Второе стихотворение, связанное с Пастернаком, — «Ночь на дворе, барская лжа». Это ответ на те строки Пастернака, где он говорит, что "рифма не вторенье строк [118], а гардеробный номерок, талон на место у колонн… " Здесь явно видна архитектура Большого зала консерватории, куда нас пускали, даже если не было билетов. Кроме того, это общественное и почетное положение поэта. От «места у колонн» О. М. в своих стихах отказался. В своем отношении к благополучию, к примиренности со своим временем О. М. гораздо ближе к Цветаевой, чем к Пастернаку, но у Цветаевой это отталкивание носит более абстрактный характер. У О. М. столкновение произошло с определенной эпохой, и он довольно точно определил ее черты и свои счеты с ней.

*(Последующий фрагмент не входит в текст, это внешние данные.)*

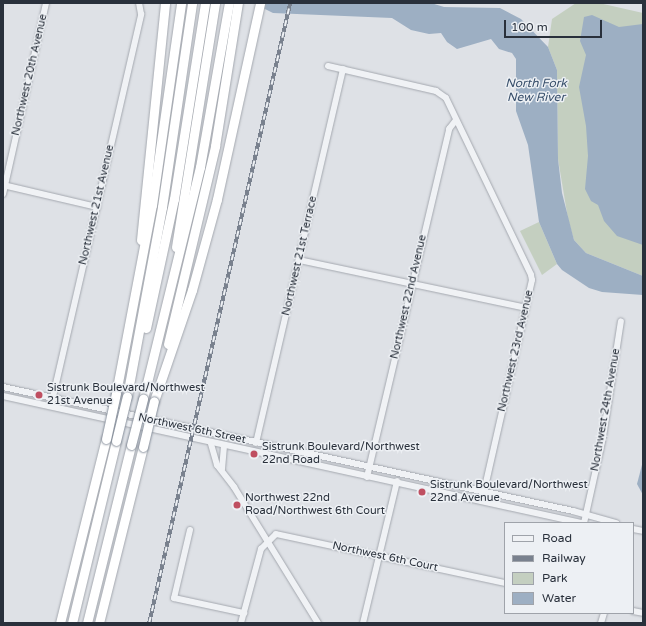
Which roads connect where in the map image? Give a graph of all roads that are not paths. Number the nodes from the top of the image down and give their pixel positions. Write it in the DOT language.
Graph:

Еще в 27 году я как-то сказала Пастернаку: «Берегитесь, они усыновят вас»… Он неоднократно напоминал мне эти слова, а в последний раз — через тридцать лет, когда уже появился «Доктор Живаго». А в первый наш разговор — мы говорили о нем и об О. М. — я сказала еще, что Пастернак — домашнее, свое, московское явление, дачник с внутренним органом… Этой московской своей природой он понятен деятелям нашей литературы, и они готовы на примирение, но разрыв все равно неизбежен: они идут в такие области, куда Пастернак не может за ними последовать. А Мандельштам — номад, кочевник, от которого шарахаются даже стены московских домов. Потом я поняла, что с О. М. дело обстоит иначе и номадом его делают сознательно. Что же касается до Пастернака, то я отнюдь не метила в Кассандры и просто несколько раньше, чем он, столкнулась с действительностью. Точно так кастелянша своим опытом обогнала меня, но я заметила, что рано или поздно глаза открываются у всех, только многие скрывают, что они стали зрячими. В одну из самых последних встреч Пастернак напомнил мне мои слова о неизбежности разрыва.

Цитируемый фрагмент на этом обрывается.